** Data for review follows **
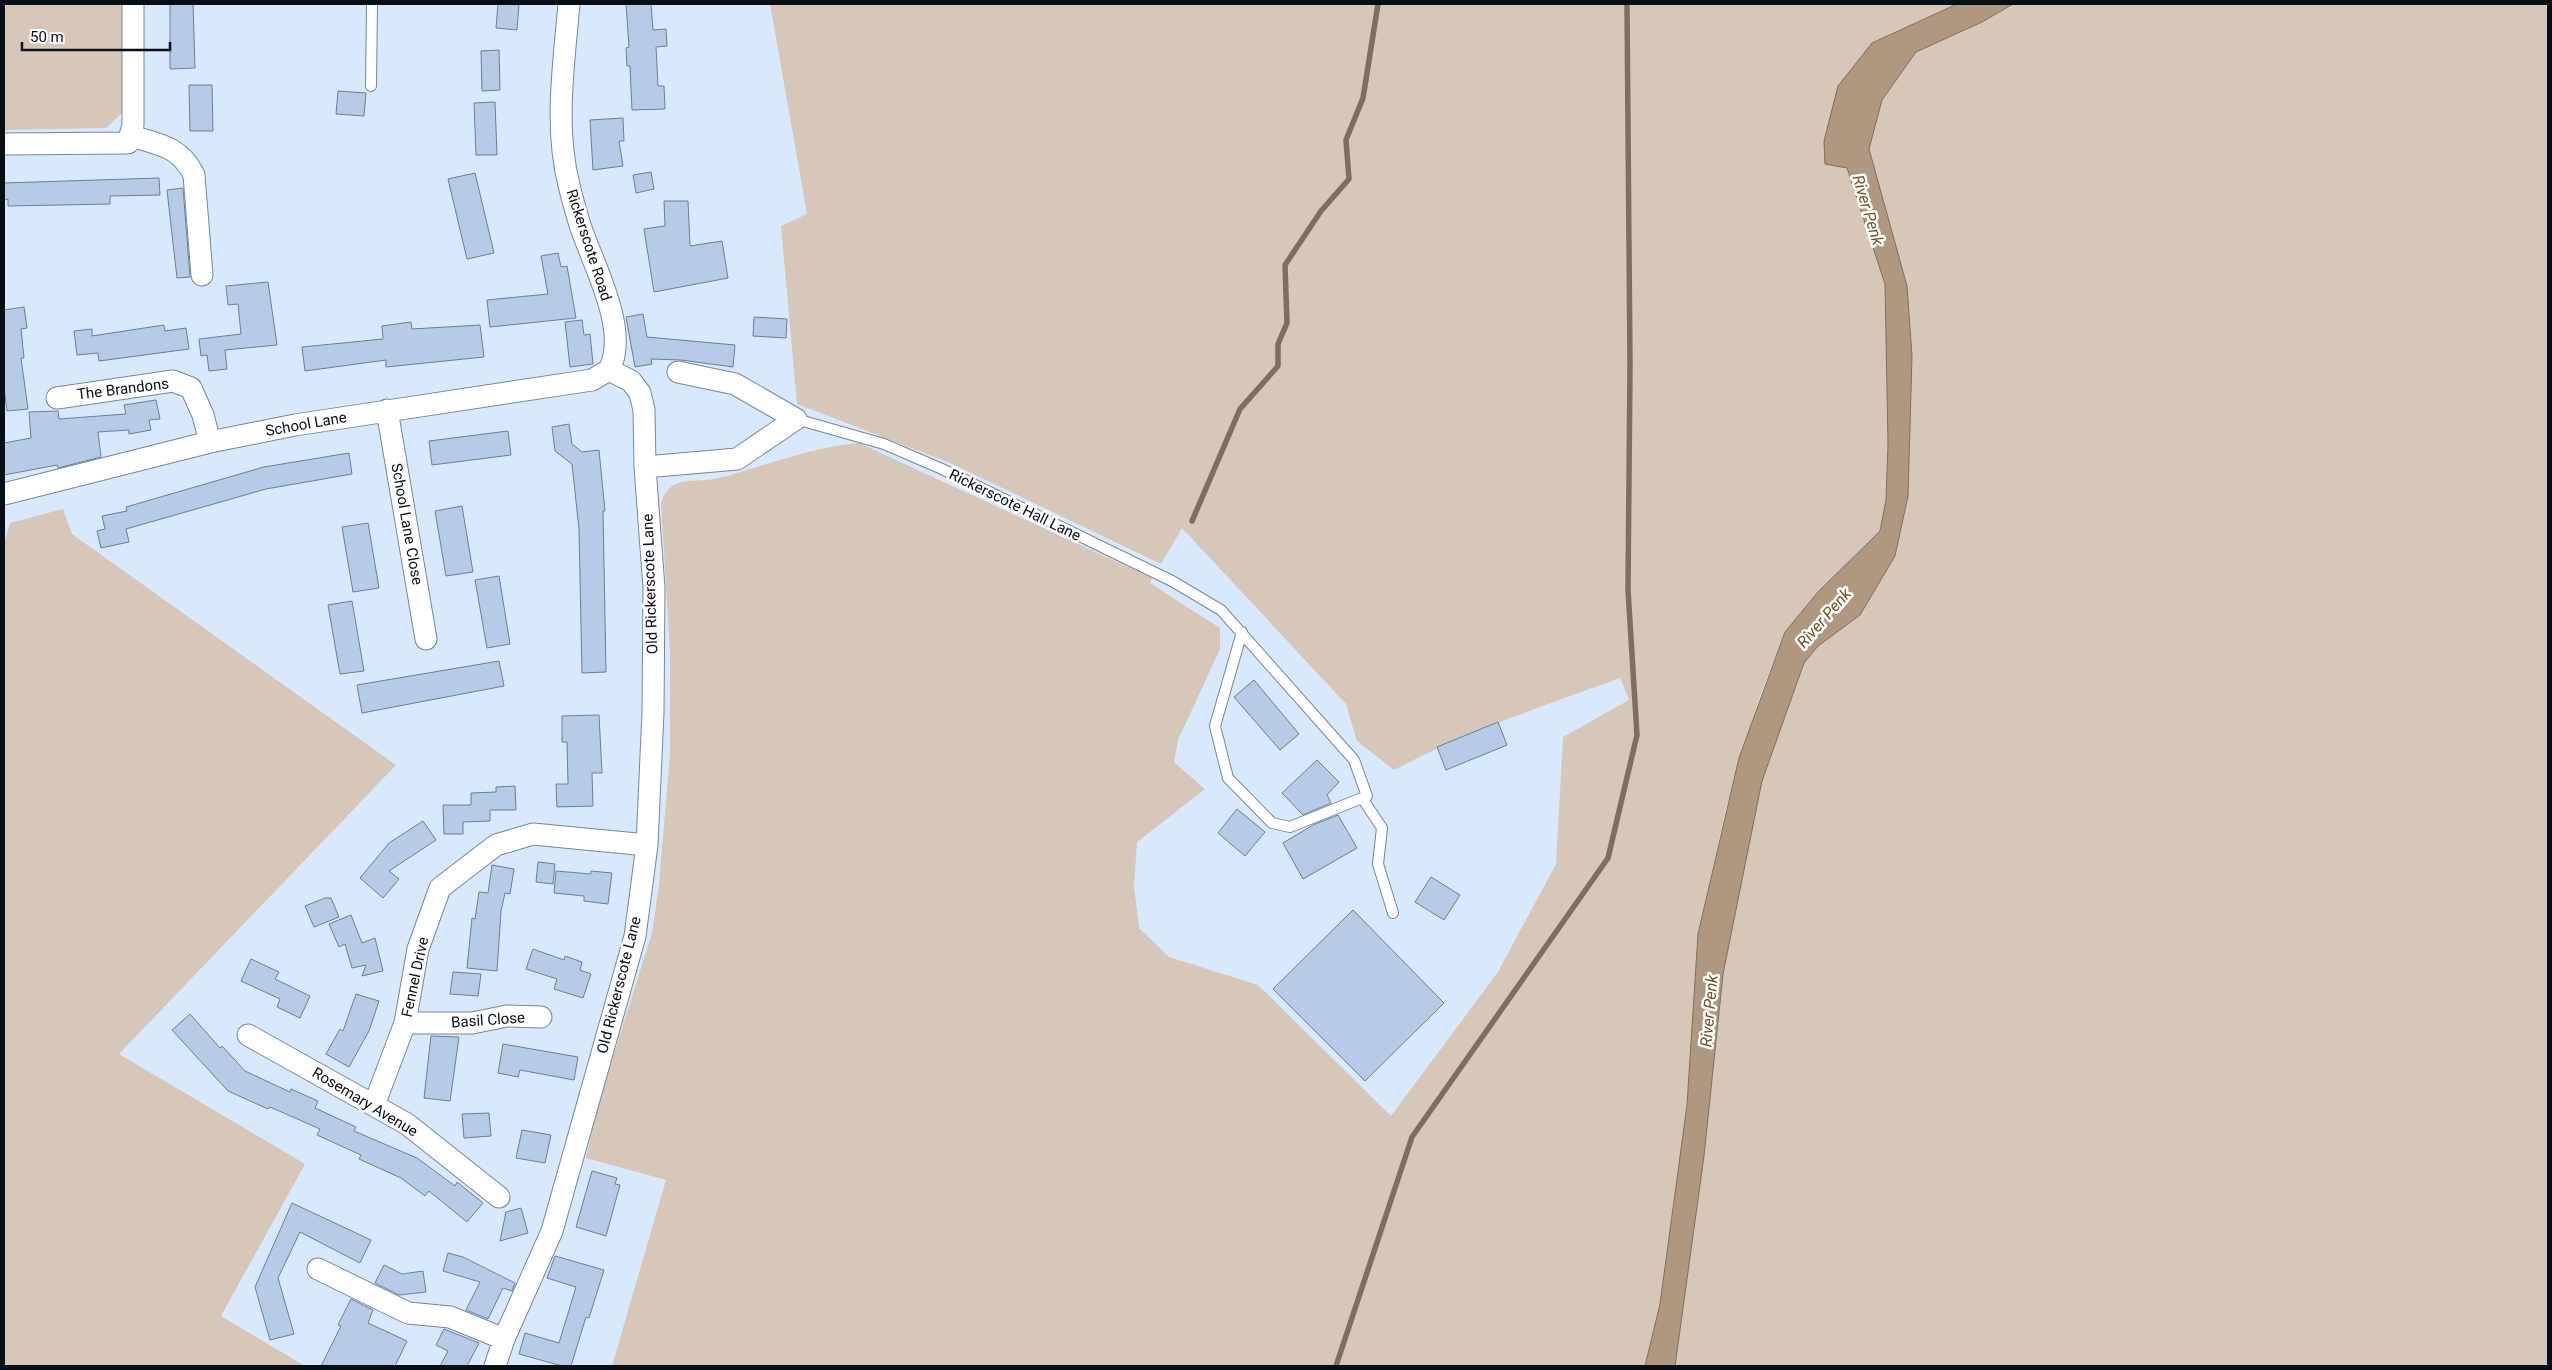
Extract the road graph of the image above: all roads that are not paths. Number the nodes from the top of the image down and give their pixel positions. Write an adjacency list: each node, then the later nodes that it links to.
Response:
1 (133, 4): 5 (street)
2 (372, 4): 4 (lane)
3 (569, 4): 8 (street, Rickerscote Road)
4 (371, 86)
5 (131, 136): 6 (street); 7 (street)
6 (4, 144)
7 (202, 275)
8 (609, 370): 11 (street, School Lane); 14 (street)
9 (678, 372): 12 (street)
10 (57, 398): 13 (street, The Brandons)
11 (387, 410): 13 (street, School Lane); 17 (street, School Lane Close)
12 (796, 419): 14 (street); 16 (lane, Rickerscote Hall Lane)
13 (210, 442): 15 (street, School Lane)
14 (645, 467): 19 (street, Old Rickerscote Lane)
15 (4, 494)
16 (1242, 632): 18 (lane, Rickerscote Hall Lane); 18 (lane)
17 (426, 639)
18 (1362, 798): 20 (lane)
19 (647, 845): 22 (street, Fennel Drive); 27 (street, Old Rickerscote Lane)
20 (1393, 913)
21 (541, 1017): 22 (street, Basil Close)
22 (405, 1023): 24 (street, Fennel Drive)
23 (248, 1035): 24 (street, Rosemary Avenue)
24 (374, 1105): 25 (street, Rosemary Avenue)
25 (499, 1197)
26 (318, 1270): 27 (street)
27 (504, 1339): 28 (street, Old Rickerscote Lane)
28 (495, 1366)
** End of Data for review **
Action item:
Copy the data word for word. Pictures do not go in the copy.

Solution:
Extract the road graph of the image above: all roads that are not paths. Number the nodes from the top of the image down and give their pixel positions. Write an adjacency list: each node, then the later nodes that it links to.
Response:
1 (133, 4): 5 (street)
2 (372, 4): 4 (lane)
3 (569, 4): 8 (street, Rickerscote Road)
4 (371, 86)
5 (131, 136): 6 (street); 7 (street)
6 (4, 144)
7 (202, 275)
8 (609, 370): 11 (street, School Lane); 14 (street)
9 (678, 372): 12 (street)
10 (57, 398): 13 (street, The Brandons)
11 (387, 410): 13 (street, School Lane); 17 (street, School Lane Close)
12 (796, 419): 14 (street); 16 (lane, Rickerscote Hall Lane)
13 (210, 442): 15 (street, School Lane)
14 (645, 467): 19 (street, Old Rickerscote Lane)
15 (4, 494)
16 (1242, 632): 18 (lane, Rickerscote Hall Lane); 18 (lane)
17 (426, 639)
18 (1362, 798): 20 (lane)
19 (647, 845): 22 (street, Fennel Drive); 27 (street, Old Rickerscote Lane)
20 (1393, 913)
21 (541, 1017): 22 (street, Basil Close)
22 (405, 1023): 24 (street, Fennel Drive)
23 (248, 1035): 24 (street, Rosemary Avenue)
24 (374, 1105): 25 (street, Rosemary Avenue)
25 (499, 1197)
26 (318, 1270): 27 (street)
27 (504, 1339): 28 (street, Old Rickerscote Lane)
28 (495, 1366)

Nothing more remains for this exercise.